Here is my views.py:
from django.http import HttpResponse, Http404, HttpResponseRedirect
from django.core.urlresolvers import reverse
from reg.models import registration, registrationform
from django.shortcuts import render_to_response, get_object_or_404
from django.template import RequestContext
def registration(request):
if request.method == 'POST':
form = registrationform(request.POST)
if form.is_valid():
data = form.save()
id = data.id
return thanks(request,id)
else:
form = registrationform()
return render_to_response('registration.html', {'form' : form}, context_instance=RequestContext(request))
def thanks(request, id):
p = get_object_or_404(registration, pk=id)
return render_to_response('thanks.html', {'reg' : p})
Here is my urls.py:
from django.conf.urls import patterns, include, url
url(r'^registration/$', 'reg.views.registration'),
url(r'^thanks/$', 'reg.views.thanks'),
url(r'^$','django.views.generic.simple.direct_to_template', {'template' : 'index.html'}),
)
Here is thanks.html:
<html>
<body>
<p>Thank you for registration mr.{{reg.username}}</p>
</body>
</html>
and I'm also showing my models.py:
from django.db import models
from django.forms import ModelForm
class registration(models.Model):
username = models.CharField(max_length=100)

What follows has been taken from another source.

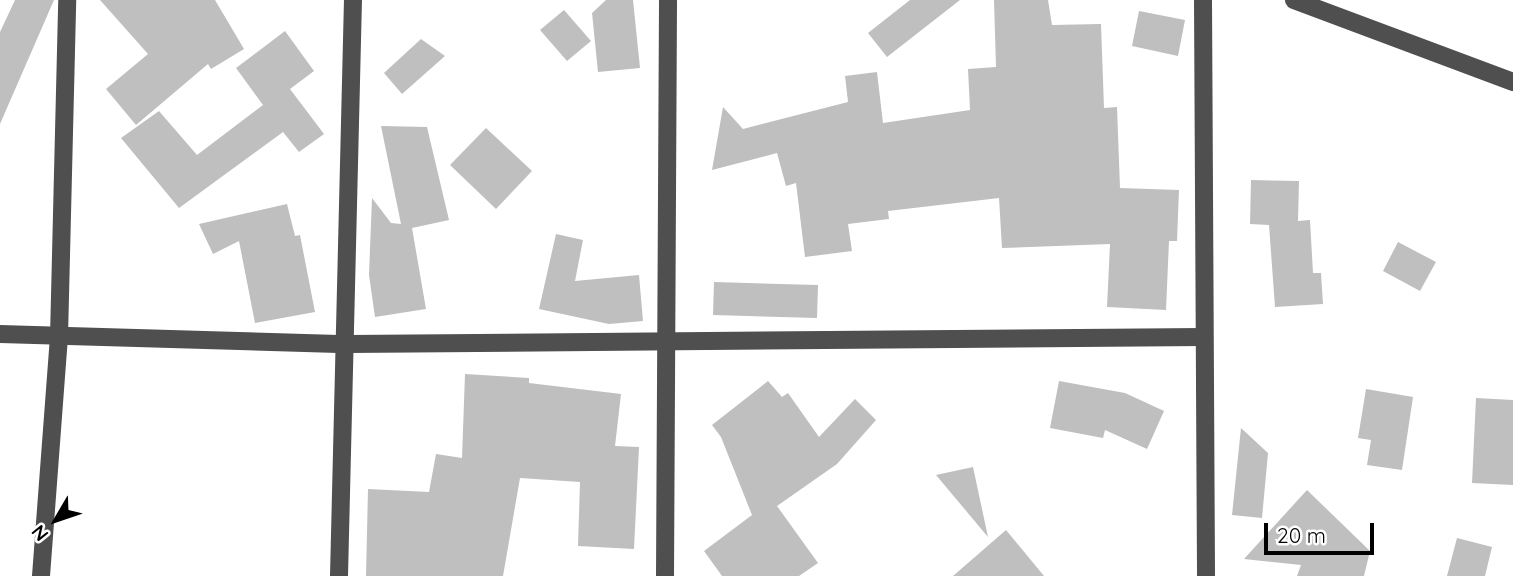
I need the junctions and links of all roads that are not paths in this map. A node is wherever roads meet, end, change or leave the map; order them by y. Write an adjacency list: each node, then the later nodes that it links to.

password = models.CharField(max_length=100)
def __unicode__(self):
return self.name
class registrationform(ModelForm):
class Meta:
model = registration
Thanks.
from this links (django tutorial):
https://docs.djangoproject.com/en/dev/topics/http/urls/#django.core.urlresolvers.reverse
example:
def myview(request):
return HttpResponseRedirect(reverse('arch-summary', args=[1945]))
so your code goes to:
in urls.py:
url(r'^thanks/(?P<id>\d+)$', 'reg.views.thanks', name='my_thanks_url')
in your function:
return HttpResponseRedirect(reverse('my_thanks_url', args=[id]))
This line
return HttpResponseRedirect(reverse('reg.views.thanks', args=(id,)))
Is trying to construct a url to your view reg.views.thanks, with the id variable used as a parameter.
This line in urls.py
url(r'^thanks/$', 'reg.views.thanks'),
Does not have anywhere for that parameter to go.
The first thing that you need to figure out is whether you actually want to send an HTTP redirect to the browser to tell it to go to the 'thanks' page. If you really do, then you need a way to send that id in the URL. You can do it as part of the URL path itself, as #moguzalp suggests, or you can put it in the query string, like
/thanks/?id=12345
Or you can do other things, like stashing the id in the user's session, and pulling it out when they request the thanks page. That's a bit more complicated, though.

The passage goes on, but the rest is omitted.